Dataset entries
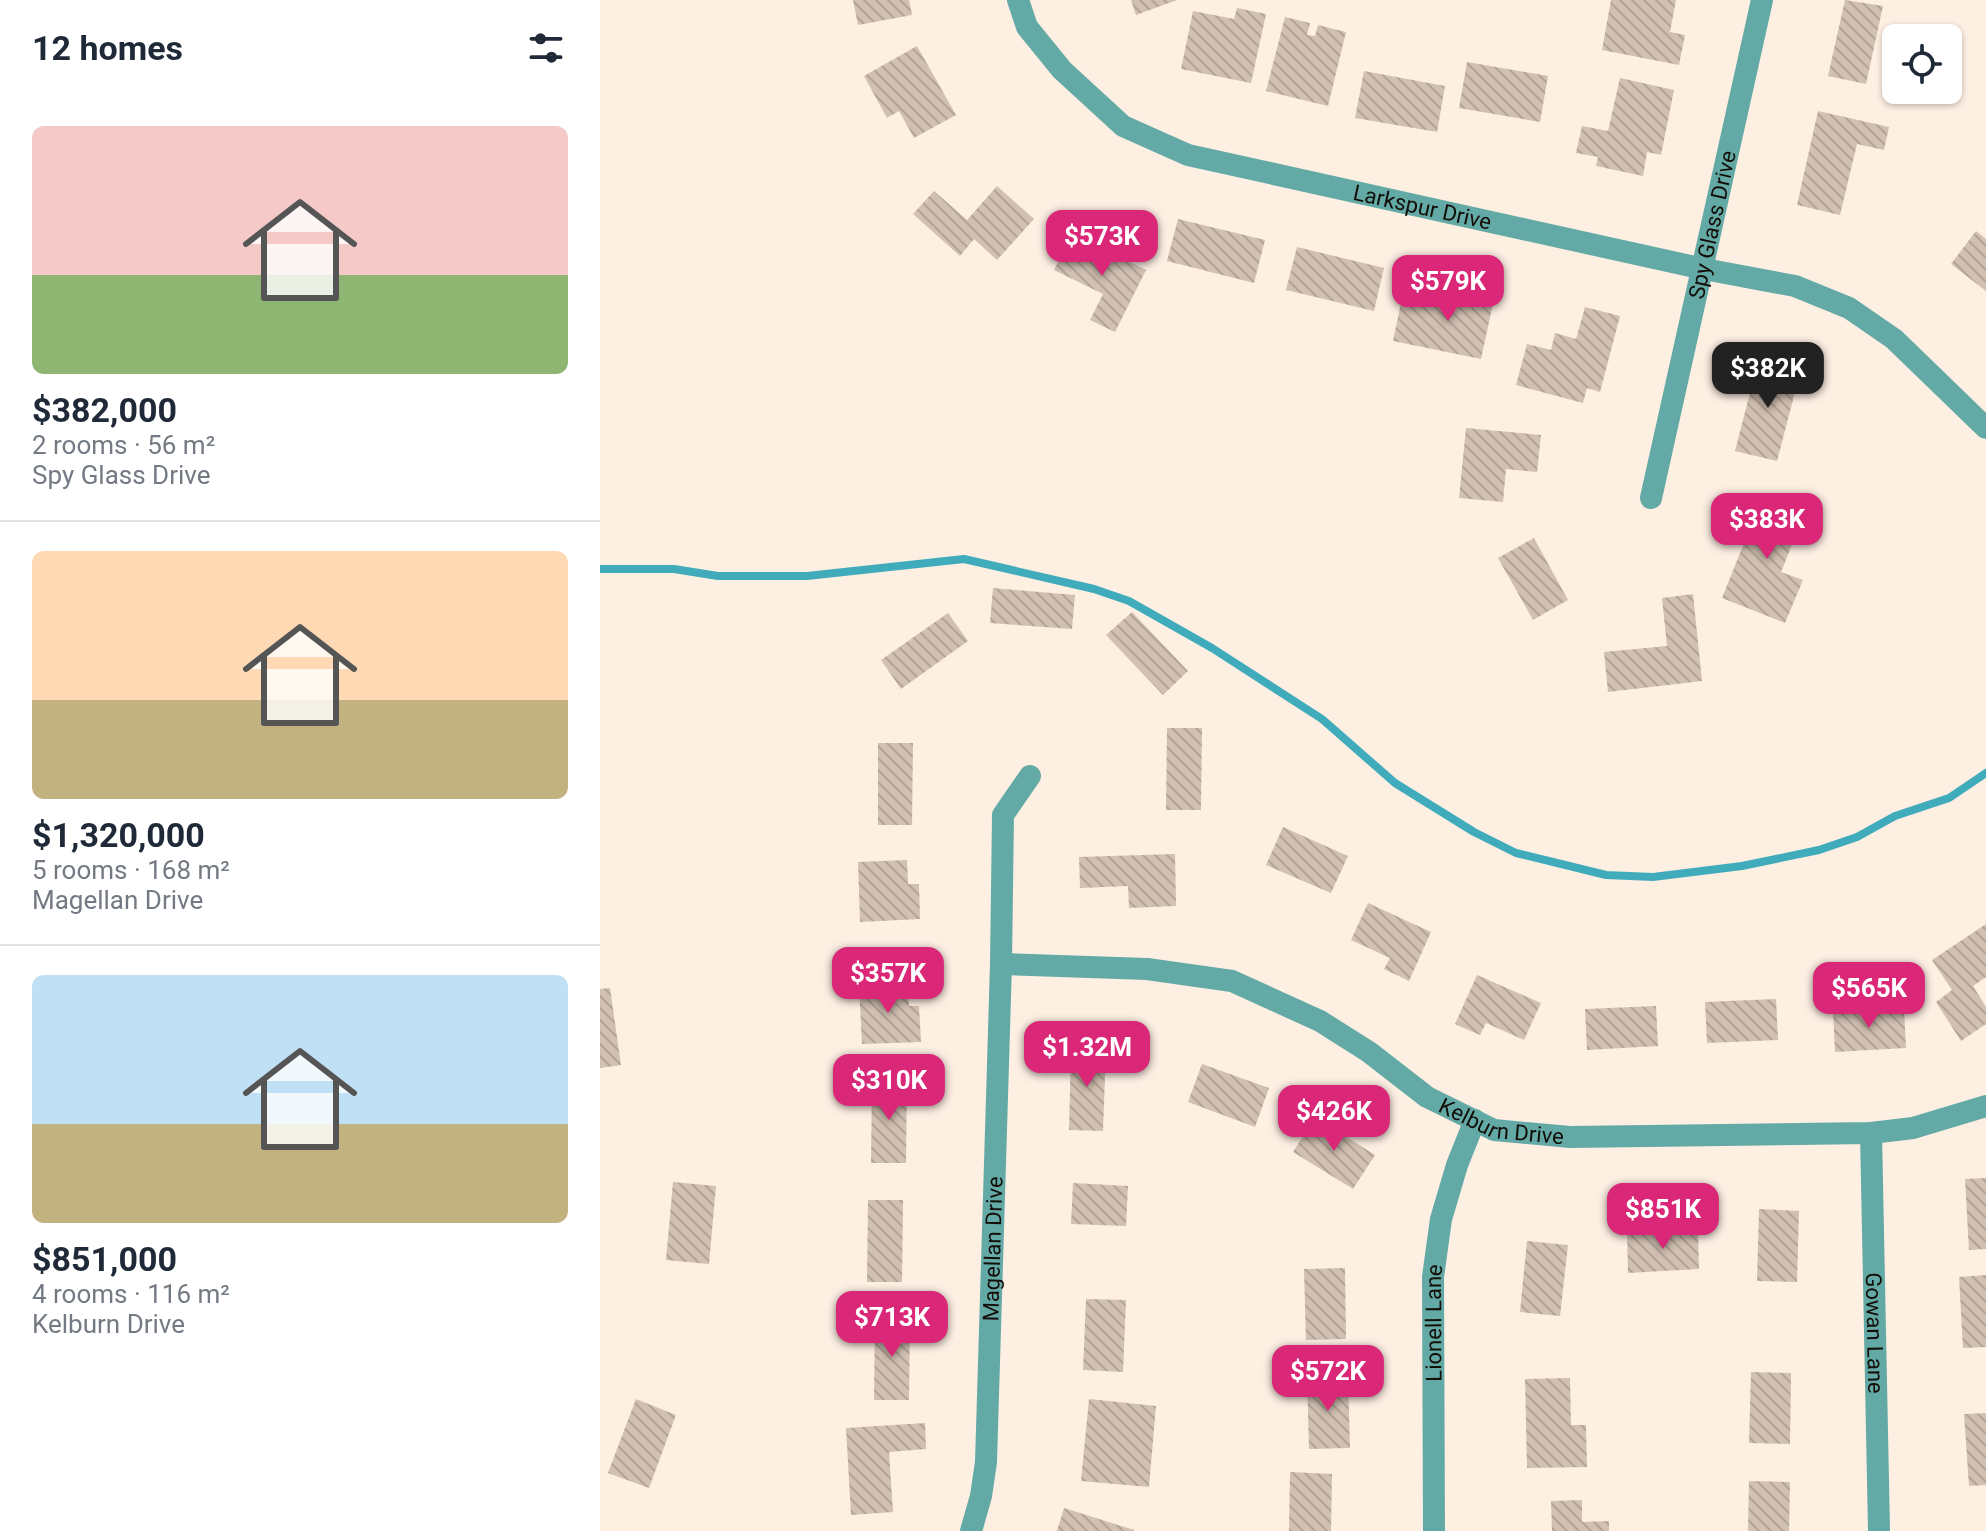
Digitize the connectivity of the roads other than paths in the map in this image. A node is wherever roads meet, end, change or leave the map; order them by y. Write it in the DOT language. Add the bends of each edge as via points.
graph roads {
  1 [pos="1018,0"];
  2 [pos="1762,0"];
  3 [pos="1704,269"];
  4 [pos="1986,428"];
  5 [pos="1651,498"];
  6 [pos="1030,776"];
  7 [pos="1001,964"];
  8 [pos="1986,1106"];
  9 [pos="1475,1120"];
  10 [pos="1871,1133"];
  11 [pos="971,1531"];
  12 [pos="1434,1531"];
  13 [pos="1879,1531"];
  1 -- 3 [label="street, Larkspur Drive" via="1027,27 1062,70 1123,126 1188,155"];
  2 -- 3 [label="street, Spy Glass Drive"];
  3 -- 4 [label="street, Larkspur Drive" via="1795,286 1849,308 1894,339"];
  3 -- 5 [label="street, Spy Glass Drive"];
  6 -- 7 [label="street, Magellan Drive" via="1003,815"];
  7 -- 9 [label="street, Kelburn Drive" via="1147,969 1232,981 1320,1021 1427,1097"];
  7 -- 11 [label="street, Magellan Drive" via="986,1462"];
  8 -- 10 [label="street, Kelburn Drive" via="1913,1128"];
  9 -- 10 [label="street, Kelburn Drive" via="1494,1130 1570,1137"];
  9 -- 12 [label="street, Lionell Lane" via="1441,1219 1433,1277"];
  10 -- 13 [label="street, Gowan Lane"];
}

*Task statement*
An exact copy of every line above, minus the pictures, is the required output.

*Task result*
Digitize the connectivity of the roads other than paths in the map in this image. A node is wherever roads meet, end, change or leave the map; order them by y. Write it in the DOT language. Add the bends of each edge as via points.
graph roads {
  1 [pos="1018,0"];
  2 [pos="1762,0"];
  3 [pos="1704,269"];
  4 [pos="1986,428"];
  5 [pos="1651,498"];
  6 [pos="1030,776"];
  7 [pos="1001,964"];
  8 [pos="1986,1106"];
  9 [pos="1475,1120"];
  10 [pos="1871,1133"];
  11 [pos="971,1531"];
  12 [pos="1434,1531"];
  13 [pos="1879,1531"];
  1 -- 3 [label="street, Larkspur Drive" via="1027,27 1062,70 1123,126 1188,155"];
  2 -- 3 [label="street, Spy Glass Drive"];
  3 -- 4 [label="street, Larkspur Drive" via="1795,286 1849,308 1894,339"];
  3 -- 5 [label="street, Spy Glass Drive"];
  6 -- 7 [label="street, Magellan Drive" via="1003,815"];
  7 -- 9 [label="street, Kelburn Drive" via="1147,969 1232,981 1320,1021 1427,1097"];
  7 -- 11 [label="street, Magellan Drive" via="986,1462"];
  8 -- 10 [label="street, Kelburn Drive" via="1913,1128"];
  9 -- 10 [label="street, Kelburn Drive" via="1494,1130 1570,1137"];
  9 -- 12 [label="street, Lionell Lane" via="1441,1219 1433,1277"];
  10 -- 13 [label="street, Gowan Lane"];
}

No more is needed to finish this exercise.